Eric Naslund's answer reminded me of a formula I once sort-of intuited (see comments), and eventually generalized, of which this is a special case. From what I've read it seems to be a standard heuristic in analytic number theory. I'll start with a preliminary:
$\rm\bf Definition$. Let $f$ be an arithmetic function. Then define the asymptotic average $\mathbb{E}(f)=\lim_{n\to\infty} \frac{1}{n}\sum_{m=1}^nf(m).$
The main result in question is one that generalizes the two mentioned formulas:
$\rm\bf Theorem$. Suppose $f$ is multiplicative and its asymptotic average exists. Then $\mathbb{E}(f)=\prod_{p}\left(1-\frac{1}{p}\right)\left(\sum_{r=0}^\infty \frac{f(p^r)}{p^r}\right). \tag{1}$
And finally, what I can think of right now for a derivation:
$\rm\bf Justification$. Define $f_x(n)$ to be $f(n')$, where $n'$ is $n$ but with all factors $q^r$ such that $q>x$ taken out of its prime factorization. Now note the proportion of naturals $n$ such that $p^r\|n$ (i.e. $p^r|n$ but $p^{r+1}\not|n$) is $(1-1/p)p^{-r}$: we find this by multiplying the probability a natural is not divisible by $p$ with the probability it is divisible by $p^r$. Then we find $f_x$'s asymptotic average via $\mathbb{E}(f_x)=\sum_{p|n\Rightarrow p\le x} f(n)\left[\prod_{p|n,\;p^r\|n}\left(1-\frac{1}{p}\right)\frac{1}{p^r}\right] \tag{2}$ $=\prod_{p\le x}\left[\left(1-\frac{1}{p}\right)\sum_{r=0}^\infty\frac{f(p^r)}{p^r}\right]. \tag{3}$ Now take the limit as $x\to\infty$ and we obtain the theorem.

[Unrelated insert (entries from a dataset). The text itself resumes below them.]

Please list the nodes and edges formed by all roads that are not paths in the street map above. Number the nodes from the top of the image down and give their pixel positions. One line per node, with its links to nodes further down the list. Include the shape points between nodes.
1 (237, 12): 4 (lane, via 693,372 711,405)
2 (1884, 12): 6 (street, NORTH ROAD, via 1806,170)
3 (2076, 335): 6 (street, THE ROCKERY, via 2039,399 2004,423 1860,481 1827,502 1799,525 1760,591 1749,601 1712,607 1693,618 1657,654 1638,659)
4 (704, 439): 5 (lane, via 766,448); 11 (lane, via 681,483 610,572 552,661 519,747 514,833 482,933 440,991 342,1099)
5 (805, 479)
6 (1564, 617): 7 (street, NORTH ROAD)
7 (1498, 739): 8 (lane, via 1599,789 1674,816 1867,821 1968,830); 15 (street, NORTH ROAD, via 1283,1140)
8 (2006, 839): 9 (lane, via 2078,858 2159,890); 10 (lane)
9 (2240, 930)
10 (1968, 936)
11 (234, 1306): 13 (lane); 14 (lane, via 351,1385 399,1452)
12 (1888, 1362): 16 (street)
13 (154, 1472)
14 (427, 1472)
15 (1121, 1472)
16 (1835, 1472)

There's a bit of bookkeeping to do, namely showing the decomposition of $\mathbb{E}(f_x)$ in $(2)$ is valid and that $\lim_{x\to\infty}\mathbb{E}(f-f_x)=0$ so that taking the limit is justified. And finally the answer to this question may be computed using this by letting $f$ be the multiplicative function such that $f(p^r)$ for a prime power $p^r$ is $1$ if $r$ is a perfect square and $0$ otherwise.